Level 1 and Level 2 Chocolate Tasting Intensive Training Chocolate Tasting Intensive Tasting

About the course

Becoming an experienced chocolate taster requires an understanding of sensory tasting and theory in chocolate making and cacao production, but most of all, it requires developing your palate through practice at tasting, with repeated tasting across a range of samples being the best way to build up your personal chocolate flavour reference.

Our capacity for sensory evaluation and the ability to detect nuanced flavours comes from our sensory experience, built up over time from our childhood, our cultural environment and our exposure to variety and quality of flavour archetypes. Our ability to taste complexity, balance and distinctiveness and to recognise and name the flavour notes we taste in chocolate is like a muscle or a trained skill – practice is the only way to truly become an expert.

Taste 100 samples a day!

The Intensive Training course helps to ‘stretch’ your palate through intensive and high volume tasting of origin dark chocolate, with up to 100 samples tasted on each of the two tasting days, guided by expert tasters. In competitions and when buying, wine sommeliers or coffee cuppers can taste 100s of samples in a session and this is equally true of professional technicians evaluating cacao samples, or for judges and Grand Jury members at the International Chocolate Awards.

The intensive course will give you window into professional level tasting and help you expand your palate experience and push your boundaries and guide you towards identifying positive and negative notes even when your palate is overloaded with the quantity of samples and the tannin build up that comes with high-volume chocolate sampling.

Like any skill, practice and training is key to the development of an expert, with the rule of ‘10,000 hours’ of practice (or ‘10,000’ chocolate bars) required to reach a professional standard. Level 1 Chocolate Tasting Intensive Tasting Training will help you develop towards this goal.

Day 1 – Level 1: Sensory preparation

The first day will include a brief introduction to the Institute’s profiling system for those who have not previously used our evaluation software and will include practice at quick evaluations of samples and trial tastings of flights and origins of craft dark chocolate bars in preparation for the two main tasting days. Subjects covered will include how our taste perception changes over the course of the day with the build up of samples and how we can mitigate the effects on our palate.

The Level 1 course will be assessed through a short multiple choice exam of twenty questions to check your understanding of the preparation content.

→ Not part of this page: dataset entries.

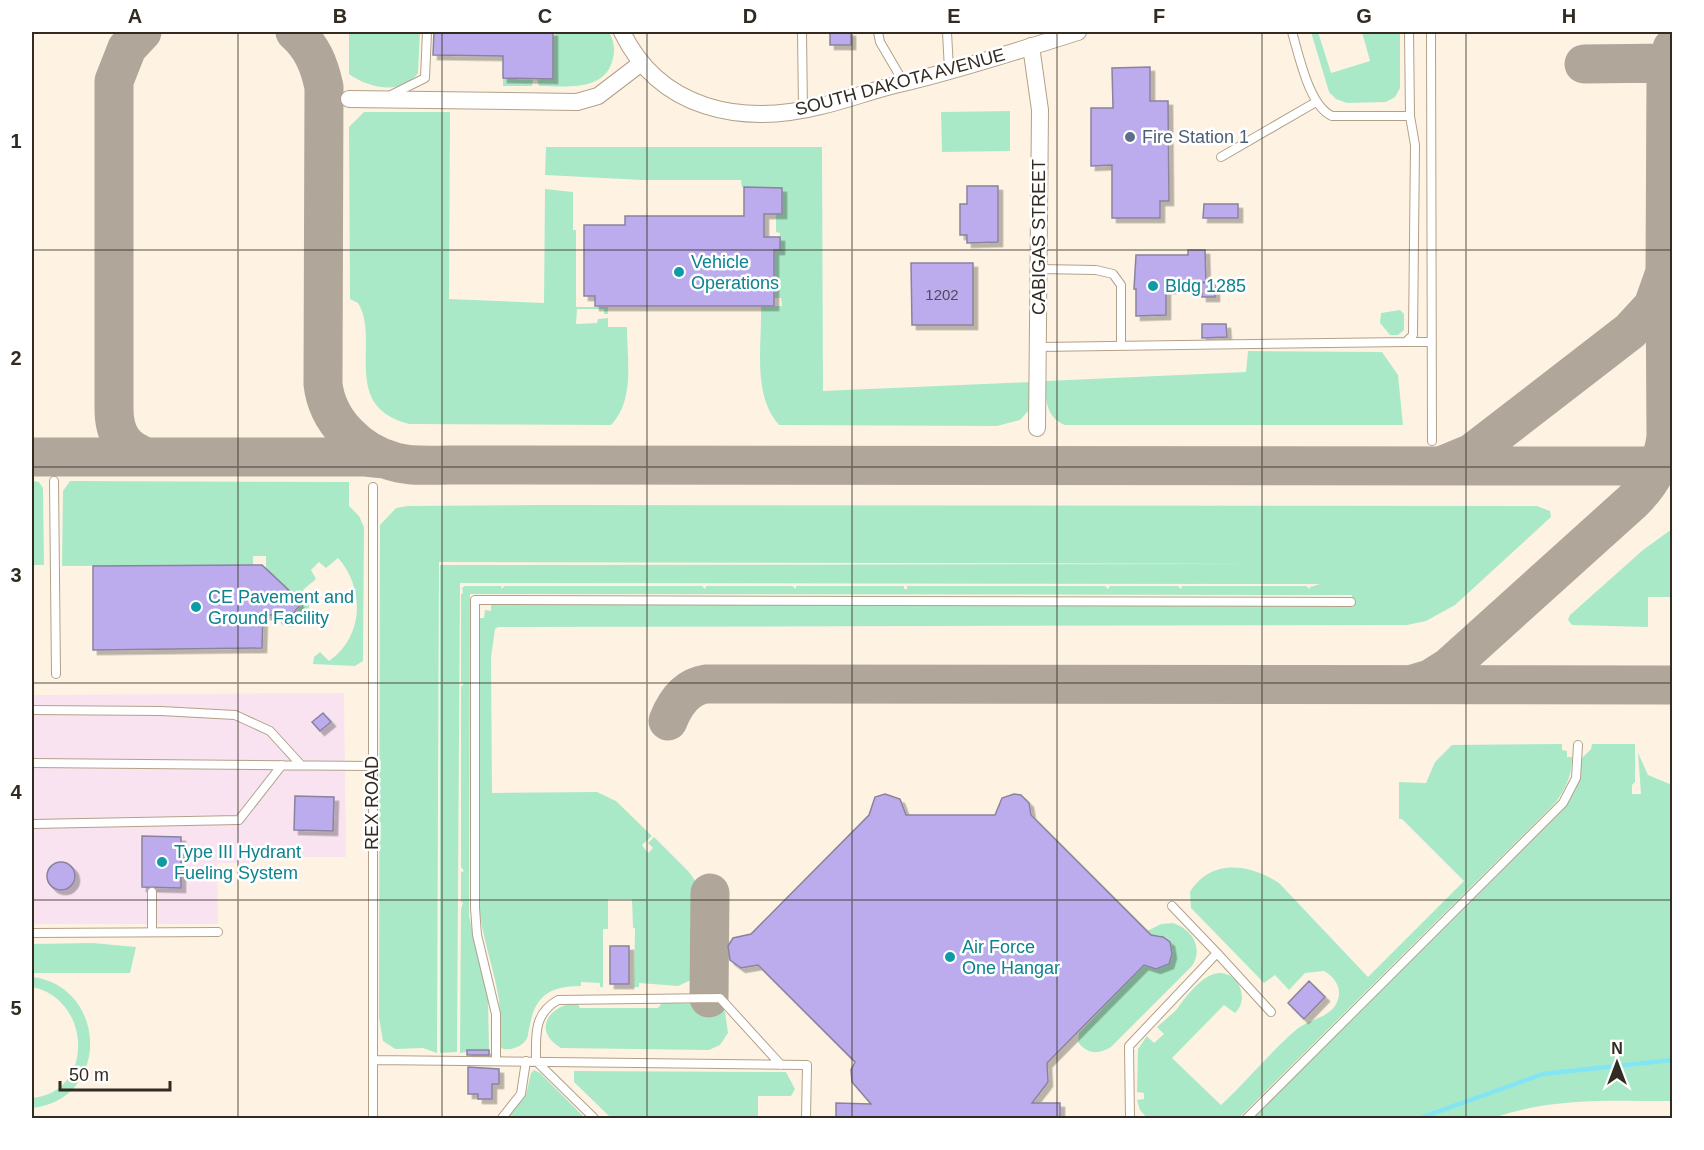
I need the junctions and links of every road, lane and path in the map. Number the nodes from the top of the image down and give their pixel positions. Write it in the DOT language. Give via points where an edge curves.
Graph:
graph roads {
  1 [pos="426,32"];
  2 [pos="622,32"];
  3 [pos="802,32"];
  4 [pos="878,32"];
  5 [pos="947,32"];
  6 [pos="1078,32"];
  7 [pos="1292,32"];
  8 [pos="1409,32"];
  9 [pos="1431,32"];
  10 [pos="1031,46"];
  11 [pos="640,64"];
  12 [pos="949,70"];
  13 [pos="904,83"];
  14 [pos="349,99"];
  15 [pos="383,99"];
  16 [pos="1316,102"];
  17 [pos="802,110"];
  18 [pos="1410,116"];
  19 [pos="1221,157"];
  20 [pos="1039,269"];
  21 [pos="1406,342"];
  22 [pos="1432,342"];
  23 [pos="1121,346"];
  24 [pos="1038,347"];
  25 [pos="1037,428"];
  26 [pos="1432,441"];
  27 [pos="54,481"];
  28 [pos="373,487"];
  29 [pos="1351,602"];
  30 [pos="56,674"];
  31 [pos="32,710"];
  32 [pos="1578,745"];
  33 [pos="32,763"];
  34 [pos="282,765"];
  35 [pos="301,765"];
  36 [pos="372,766"];
  37 [pos="32,824"];
  38 [pos="152,892"];
  39 [pos="1172,906"];
  40 [pos="152,932"];
  41 [pos="218,932"];
  42 [pos="32,933"];
  43 [pos="1217,953"];
  44 [pos="1271,1012"];
  45 [pos="373,1060"];
  46 [pos="496,1060"];
  47 [pos="526,1061"];
  48 [pos="536,1061"];
  49 [pos="781,1065"];
  50 [pos="373,1119"];
  51 [pos="502,1119"];
  52 [pos="594,1119"];
  53 [pos="806,1119"];
  54 [pos="1130,1119"];
  55 [pos="1248,1119"];
  1 -- 15 [label="lane" via="425,78"];
  2 -- 11 [label="street"];
  3 -- 17 [label="lane"];
  4 -- 13 [label="lane"];
  5 -- 12 [label="lane"];
  6 -- 10 [label="street, SOUTH DAKOTA AVENUE"];
  7 -- 16 [label="lane"];
  8 -- 18 [label="lane"];
  9 -- 22 [label="lane"];
  10 -- 12 [label="street, SOUTH DAKOTA AVENUE"];
  10 -- 20 [label="street, CABIGAS STREET" via="1040,110"];
  11 -- 15 [label="street" via="598,96 577,102"];
  11 -- 17 [label="street, SOUTH DAKOTA AVENUE" via="672,90 711,107 763,114"];
  12 -- 13 [label="street, SOUTH DAKOTA AVENUE"];
  13 -- 17 [label="street, SOUTH DAKOTA AVENUE"];
  14 -- 15 [label="street"];
  16 -- 18 [label="lane" via="1332,116"];
  16 -- 19 [label="lane"];
  18 -- 21 [label="lane" via="1414,145 1413,335"];
  20 -- 23 [label="lane" via="1113,274 1121,285"];
  20 -- 24 [label="street, CABIGAS STREET"];
  21 -- 22 [label="lane"];
  21 -- 23 [label="lane"];
  22 -- 26 [label="lane"];
  23 -- 24 [label="lane"];
  24 -- 25 [label="street, CABIGAS STREET"];
  27 -- 30 [label="lane"];
  28 -- 36 [label="lane, REX ROAD"];
  29 -- 46 [label="lane" via="475,600 475,908 477,936 496,1014"];
  31 -- 35 [label="lane" via="235,715 270,731"];
  32 -- 55 [label="lane" via="1576,778 1563,803"];
  33 -- 34 [label="lane"];
  34 -- 35 [label="lane"];
  34 -- 37 [label="lane" via="239,820"];
  35 -- 36 [label="lane"];
  36 -- 45 [label="lane, REX ROAD"];
  38 -- 40 [label="lane"];
  39 -- 43 [label="lane"];
  40 -- 41 [label="lane"];
  40 -- 42 [label="lane"];
  43 -- 44 [label="lane"];
  43 -- 54 [label="lane" via="1129,1046"];
  45 -- 46 [label="lane"];
  45 -- 50 [label="lane, REX ROAD"];
  46 -- 47 [label="lane"];
  47 -- 48 [label="lane"];
  47 -- 51 [label="lane" via="521,1094"];
  48 -- 49 [label="lane"];
  48 -- 49 [label="lane" via="538,1020 548,1005 558,999 720,998"];
  48 -- 52 [label="lane"];
  49 -- 53 [label="lane" via="807,1065"];
}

Day 2 and 3 – Level 2: Intensive tasting practice

Intensive mentored evaluation sessions in small groups, with individual and group profiling using the Institute’s online flavour profile evaluation system. The sessions will include structured tasting of flights of chocolate from different origins, single origin cacaos and single varieties. You will taste and compare bars from different chocolate makers using the same cacao sources side by side, comparing recipes, roasts, styles and conditions, with group discussion, mentored by our expert tasters. The samples will include examples of chocolate considered, good, outstanding, medium, industrial quality and defective.

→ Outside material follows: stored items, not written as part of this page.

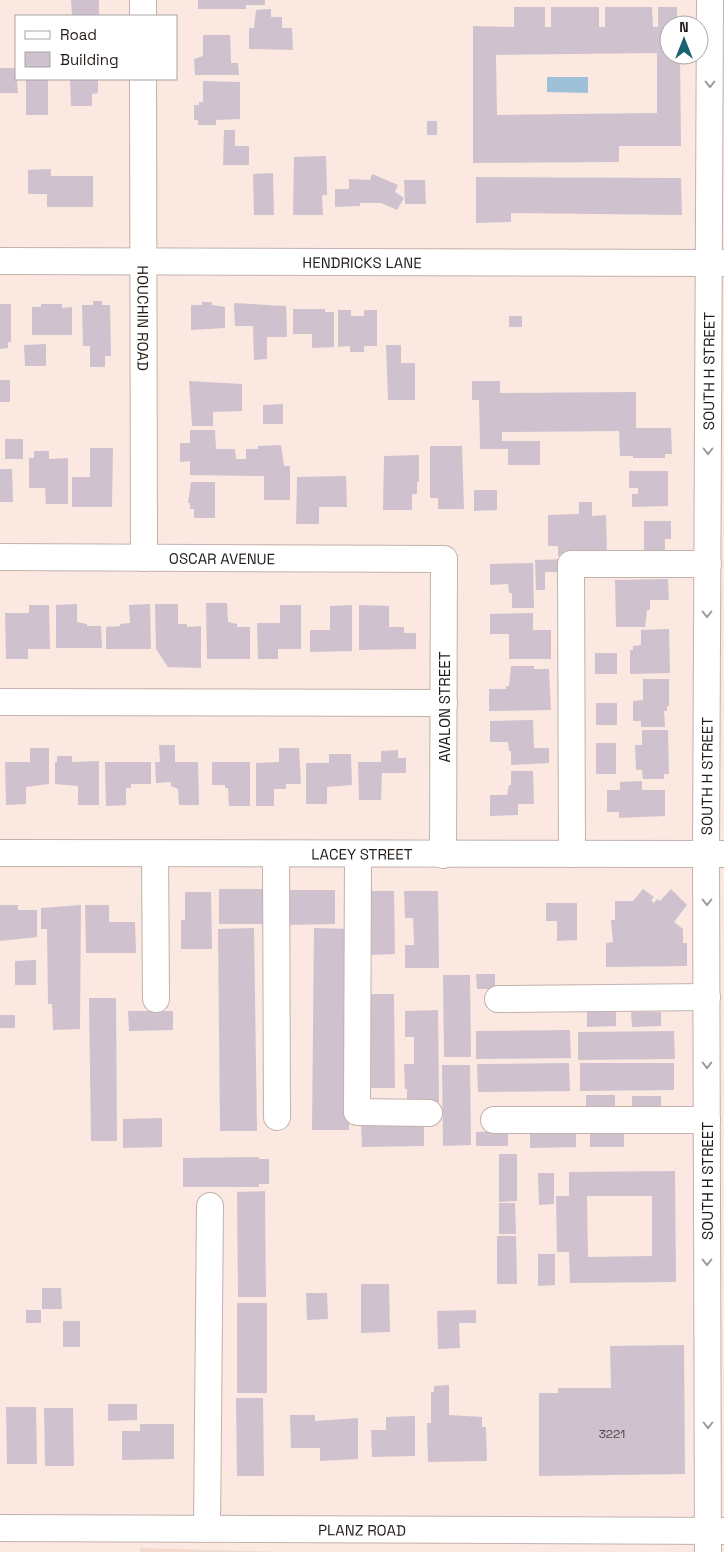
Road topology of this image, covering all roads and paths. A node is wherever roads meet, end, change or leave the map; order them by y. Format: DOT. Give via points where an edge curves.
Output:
graph roads {
  1 [pos="143,0"];
  2 [pos="710,0"];
  3 [pos="143,15"];
  4 [pos="143,80"];
  5 [pos="0,261"];
  6 [pos="143,262"];
  7 [pos="716,262"];
  8 [pos="0,557"];
  9 [pos="144,558"];
  10 [pos="444,559"];
  11 [pos="708,564"];
  12 [pos="0,702"];
  13 [pos="444,703"];
  14 [pos="0,854"];
  15 [pos="155,854"];
  16 [pos="276,854"];
  17 [pos="358,854"];
  18 [pos="572,854"];
  19 [pos="715,854"];
  20 [pos="443,855"];
  21 [pos="707,997"];
  22 [pos="156,998"];
  23 [pos="498,998"];
  24 [pos="429,1113"];
  25 [pos="277,1117"];
  26 [pos="494,1120"];
  27 [pos="707,1120"];
  28 [pos="210,1206"];
  29 [pos="0,1528"];
  30 [pos="199,1537"];
  31 [pos="713,1538"];
  32 [pos="442,1541"];
  1 -- 3 [label="street"];
  2 -- 7 [label="street, SOUTH H STREET, one-way"];
  4 -- 6 [label="street, HOUCHIN ROAD"];
  5 -- 6 [label="street, HENDRICKS LANE"];
  6 -- 7 [label="street, HENDRICKS LANE"];
  6 -- 9 [label="street, HOUCHIN ROAD"];
  7 -- 11 [label="street, SOUTH H STREET, one-way"];
  8 -- 9 [label="street, OSCAR AVENUE"];
  9 -- 10 [label="street, OSCAR AVENUE"];
  10 -- 13 [label="street, AVALON STREET"];
  11 -- 18 [label="street" via="571,564"];
  11 -- 19 [label="street, SOUTH H STREET, one-way"];
  12 -- 13 [label="street"];
  13 -- 20 [label="street, AVALON STREET"];
  14 -- 15 [label="street, LACEY STREET"];
  15 -- 16 [label="street, LACEY STREET"];
  15 -- 22 [label="street"];
  16 -- 17 [label="street, LACEY STREET"];
  16 -- 25 [label="street"];
  17 -- 20 [label="street, LACEY STREET"];
  17 -- 24 [label="street" via="357,1112"];
  18 -- 19 [label="street, LACEY STREET"];
  18 -- 20 [label="street, LACEY STREET"];
  19 -- 21 [label="street, SOUTH H STREET, one-way"];
  21 -- 23 [label="street"];
  21 -- 27 [label="street, SOUTH H STREET, one-way"];
  26 -- 27 [label="street"];
  27 -- 31 [label="street, SOUTH H STREET, one-way"];
  28 -- 30 [label="street"];
  29 -- 30 [label="street, PLANZ ROAD"];
  30 -- 32 [label="street, PLANZ ROAD"];
  31 -- 32 [label="street, PLANZ ROAD"];
}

Up to 100 samples will be tasted each day, including repeat tasting of calibration chocolate tasted throughout the day to monitor how your palate is changing and illustrate how reference tasting can help you evaluate a large number of samples at one sitting.

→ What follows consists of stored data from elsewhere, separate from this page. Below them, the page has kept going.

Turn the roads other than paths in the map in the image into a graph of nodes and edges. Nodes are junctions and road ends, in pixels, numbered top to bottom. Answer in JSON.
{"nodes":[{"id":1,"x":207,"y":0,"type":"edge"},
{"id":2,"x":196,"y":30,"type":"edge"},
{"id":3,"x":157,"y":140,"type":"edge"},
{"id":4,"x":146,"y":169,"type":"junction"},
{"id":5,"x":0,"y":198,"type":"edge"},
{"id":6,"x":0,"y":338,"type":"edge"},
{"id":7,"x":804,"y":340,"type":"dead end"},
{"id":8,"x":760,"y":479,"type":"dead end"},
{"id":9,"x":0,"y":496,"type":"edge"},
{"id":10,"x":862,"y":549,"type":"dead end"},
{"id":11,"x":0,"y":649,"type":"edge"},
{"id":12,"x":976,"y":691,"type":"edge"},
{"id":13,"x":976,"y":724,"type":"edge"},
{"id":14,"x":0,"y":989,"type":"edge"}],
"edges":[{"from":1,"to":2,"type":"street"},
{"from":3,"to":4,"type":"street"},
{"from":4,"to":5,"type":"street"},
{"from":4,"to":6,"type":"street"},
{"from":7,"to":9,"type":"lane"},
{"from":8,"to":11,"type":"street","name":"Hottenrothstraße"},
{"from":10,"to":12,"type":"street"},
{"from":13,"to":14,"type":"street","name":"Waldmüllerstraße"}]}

Please note that Level 1 and 2 in Chocolate Tasting Intensive Training are currently held as a combined course only and you must attend all three days to complete the course.

Entry requirements

There are no entry requirements for the Chocolate Tasting Intensive Training course, though Level 1 and 2 Certificate in Chocolate Tasting is recommended, or coming from a professional chocolate making, distributor or retail background or as an established independent taster. Students without some previous tasting experience may have difficulties tasting the number of samples required and keeping up with the pace of the group.

What's included
  • Up to 100 hundred chocolate samples per day (on the two main days)
  • A serious approach to chocolate tasting mentored by expert tasters
  • Tasting chocolate like a wine sommelier or coffee cupper
  • Intensive tasting of dark plain chocolate bars
  • Approximately 250 samples tasted in total
  • Side-by-side comparison of different origins and sources of cacao
  • Comparison of different recipes and cacao roasts
  • Sampling of medium quality and industrial chocolate for comparison
  • Group and class discussions and analysis of the tasted samples
  • Personal and group electronic profiles of all samples tasted
  • Access to the profiles after the course
  • Assessments to test your knowledge
  • Institutes certificates for those successfully passing the assessments
Who should take this course?
  • Chocolate Tasters looking to move onto the next level
  • Tasters wishing to develop along a professional path
  • Chocolate makers looking to taste a greater range of chocolate
  • Judges or potential judges at the International Chocolate Awards looking for more practice and guidance
  • Chocolate lovers looking for a challenge!

Please note that the course is not recommended for those new to the fine origin or craft chocolate world. We recommend that you first take our Level 1 and 2 Certificate in Chocolate Tasting Courses to give you a good introduction to the subject.